Percy también se encontraba mejor físicamente, aunque por su ropa parecía que hubiera atravesado un huracán de cristales rotos. Tenía sed, hambre y estaba muerto de miedo (aunque no pensaba confesárselo a Annabeth), pero se había quitado de encima el frío inclemente del río Cocito. Y a pesar de lo mal que sabía el agua de fuego, parecía estar dándole fuerzas para seguir.

[...]

Cuando las vampiras reanudaron la marcha y Percy y Annabeth llegaron al lugar, no quedaba nada más que unos cuantos huesos hechos esquirlas y unas manchas relucientes secándose al calor del río. A Percy no le cabía duda de que las empousai devorarían a unos semidioses con el mismo entusiasmo.

—Vamos —apartó con delicadeza a Annabeth del lugar—. No nos conviene perderlas.

[...]

Miró desde lo alto del acantilado.

—Ojalá pudiéramos volar —murmuró.

Annabeth se frotó los brazos.

—¿Te acuerdas de las zapatillas con alas de Luke? Me pregunto si seguirán aquí abajo, en alguna parte.

Percy se acordaba de ellas. Sobre esas zapatillas pesaba la maldición de arrastrar al Tártaro a quien las llevara. Habían estado a punto de llevarse a su mejor amigo, Grover.

—Me conformaría con un ala delta.

—Puede que no sea buena idea.

Annabeth señaló con el dedo. Debajo de ellos, unas oscuras figuras aladas entraban y salían de las nubes de color rojo sangre describiendo espirales.

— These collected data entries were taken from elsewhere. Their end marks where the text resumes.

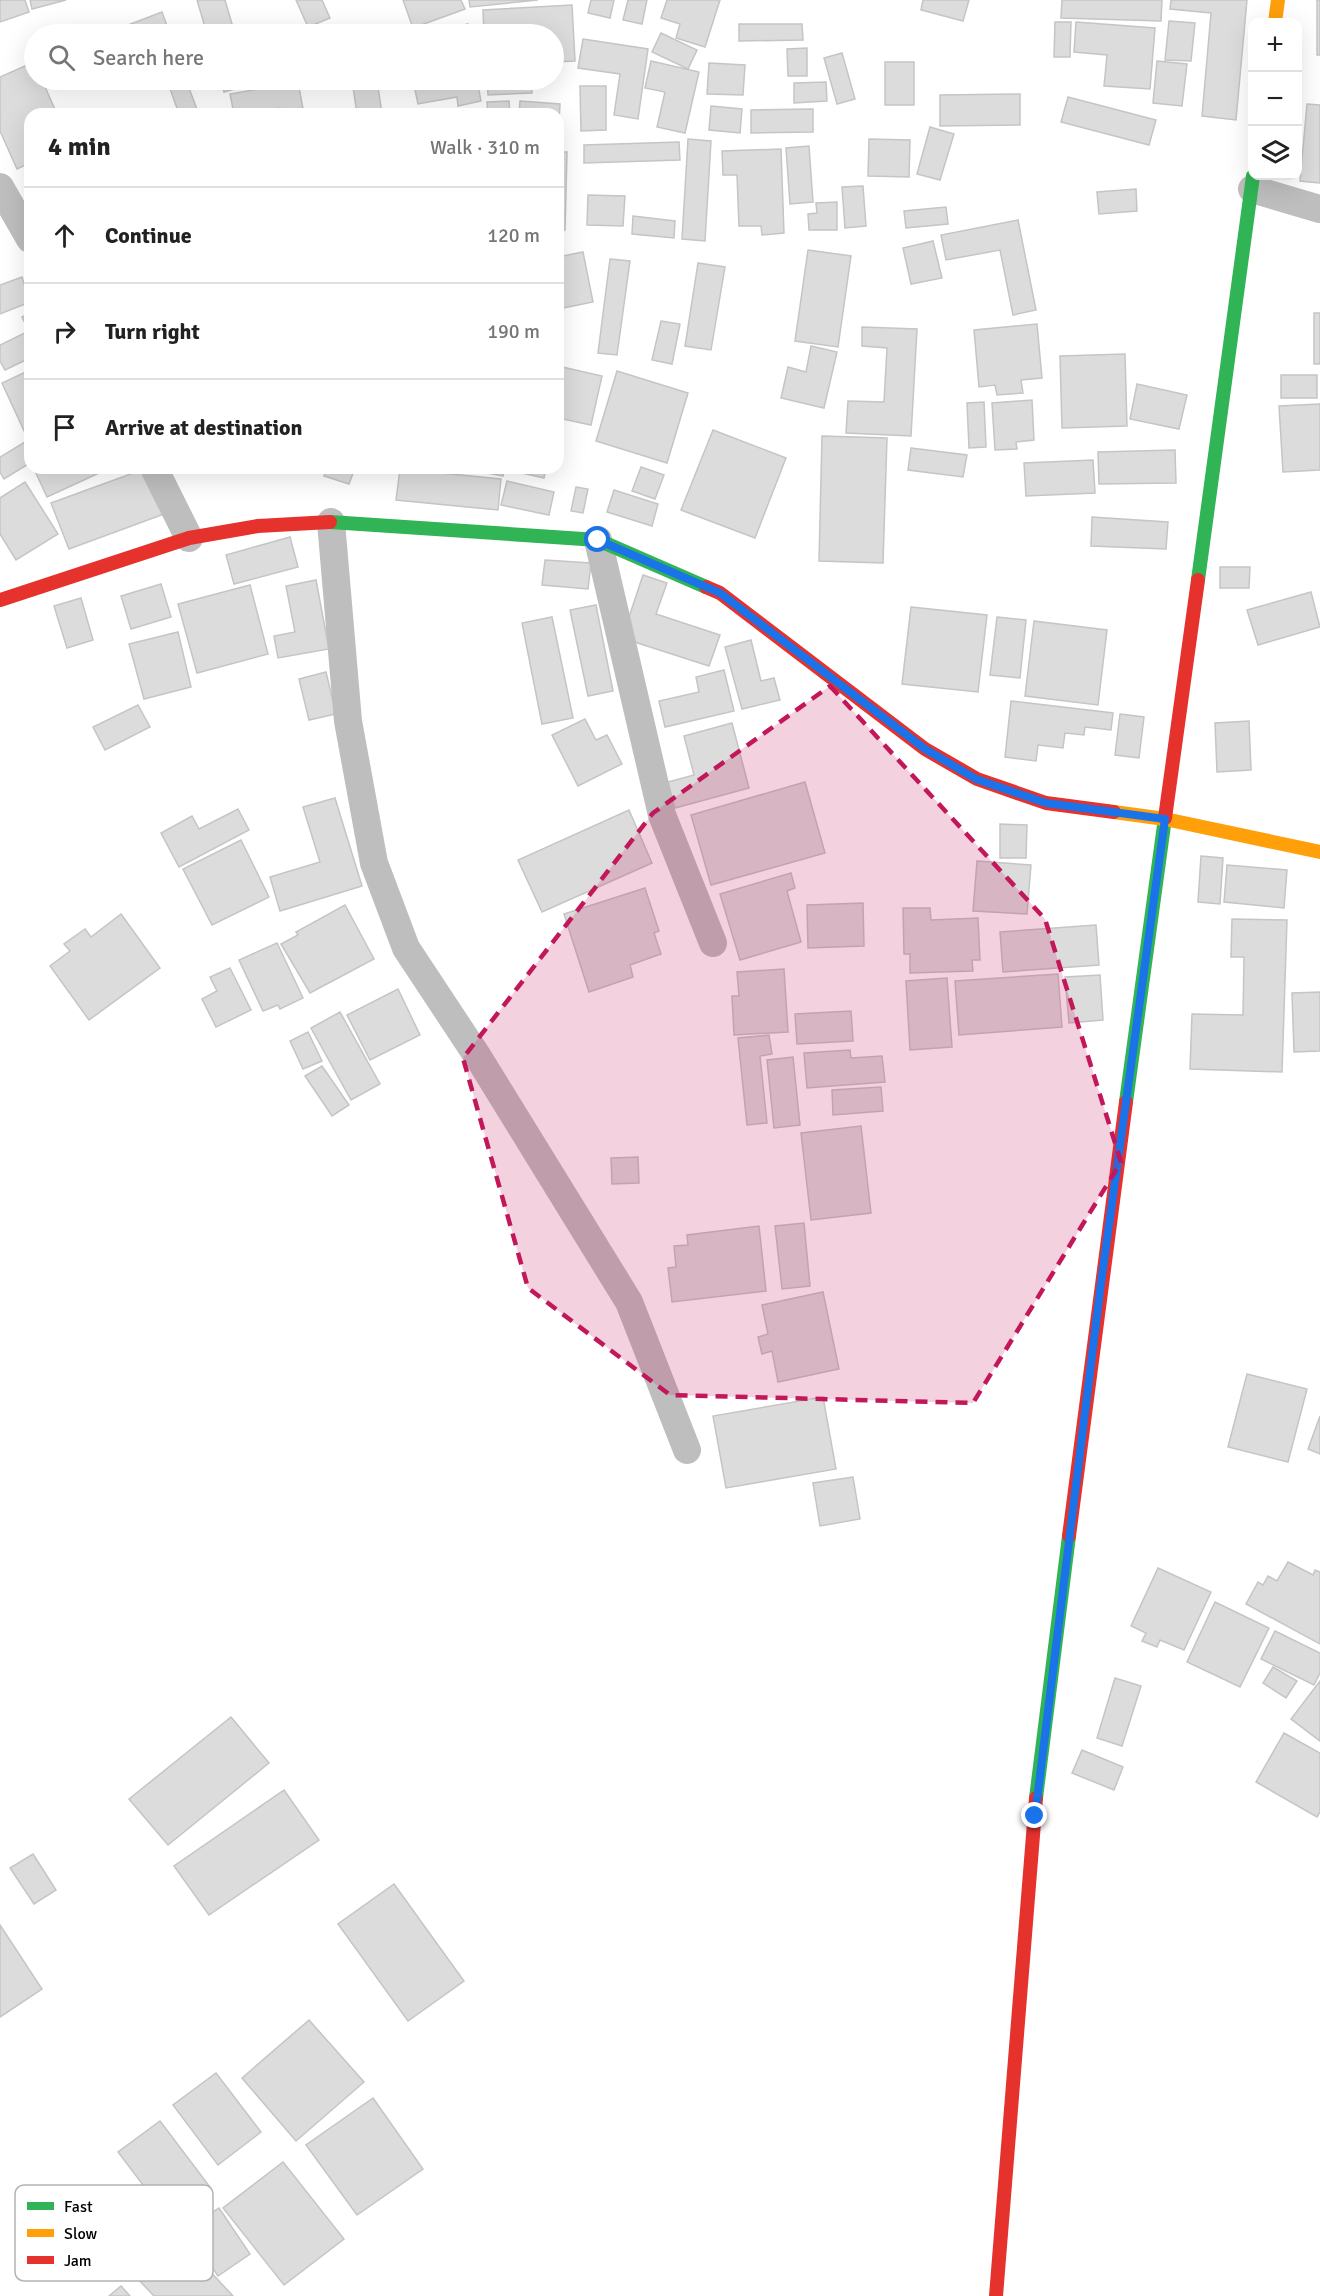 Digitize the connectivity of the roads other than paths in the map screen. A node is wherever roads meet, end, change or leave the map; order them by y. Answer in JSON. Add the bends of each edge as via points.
{"nodes":[{"id":1,"x":1278,"y":0,"type":"edge"},
{"id":2,"x":1276,"y":18,"type":"edge"},
{"id":3,"x":1252,"y":182,"type":"edge"},
{"id":4,"x":0,"y":188,"type":"edge"},
{"id":5,"x":1320,"y":209,"type":"edge"},
{"id":6,"x":24,"y":229,"type":"edge"},
{"id":7,"x":157,"y":474,"type":"edge"},
{"id":8,"x":331,"y":522,"type":"junction"},
{"id":9,"x":189,"y":538,"type":"junction"},
{"id":10,"x":598,"y":540,"type":"junction"},
{"id":11,"x":0,"y":600,"type":"edge"},
{"id":12,"x":1165,"y":819,"type":"junction"},
{"id":13,"x":1320,"y":852,"type":"edge"},
{"id":14,"x":713,"y":943,"type":"dead end"},
{"id":15,"x":687,"y":1450,"type":"dead end"},
{"id":16,"x":996,"y":2296,"type":"edge"}],
"edges":[{"from":1,"to":2,"type":"street"},
{"from":3,"to":5,"type":"street"},
{"from":3,"to":12,"type":"street"},
{"from":4,"to":6,"type":"street"},
{"from":7,"to":9,"type":"street"},
{"from":8,"to":9,"type":"street","via":[[258,526]]},
{"from":8,"to":10,"type":"street"},
{"from":8,"to":15,"type":"street","via":[[348,721],[374,863],[406,948],[484,1066],[629,1302]]},
{"from":9,"to":11,"type":"street"},
{"from":10,"to":12,"type":"street","via":[[720,593],[925,749],[976,779],[1046,803]]},
{"from":10,"to":14,"type":"street","via":[[662,815]]},
{"from":12,"to":13,"type":"street"},
{"from":12,"to":16,"type":"street","via":[[1101,1283],[1036,1805]]}]}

—¿Furias? —preguntó Percy.

—O demonios de otra clase —dijo Annabeth—. En el Tártaro hay miles.

—Incluidos los que comen alas delta —aventuró Percy—. Vale, bajaremos a pie.

Ya no veía a las empousai debajo. Habían desaparecido detrás de una de las cumbres, pero no importaba. Era evidente adónde tenían que ir él y Annabeth. Como todos los monstruos gusano que se arrastraban por las llanuras del Tártaro, debían dirigirse al tenebroso horizonte. Percy se moría de ganas.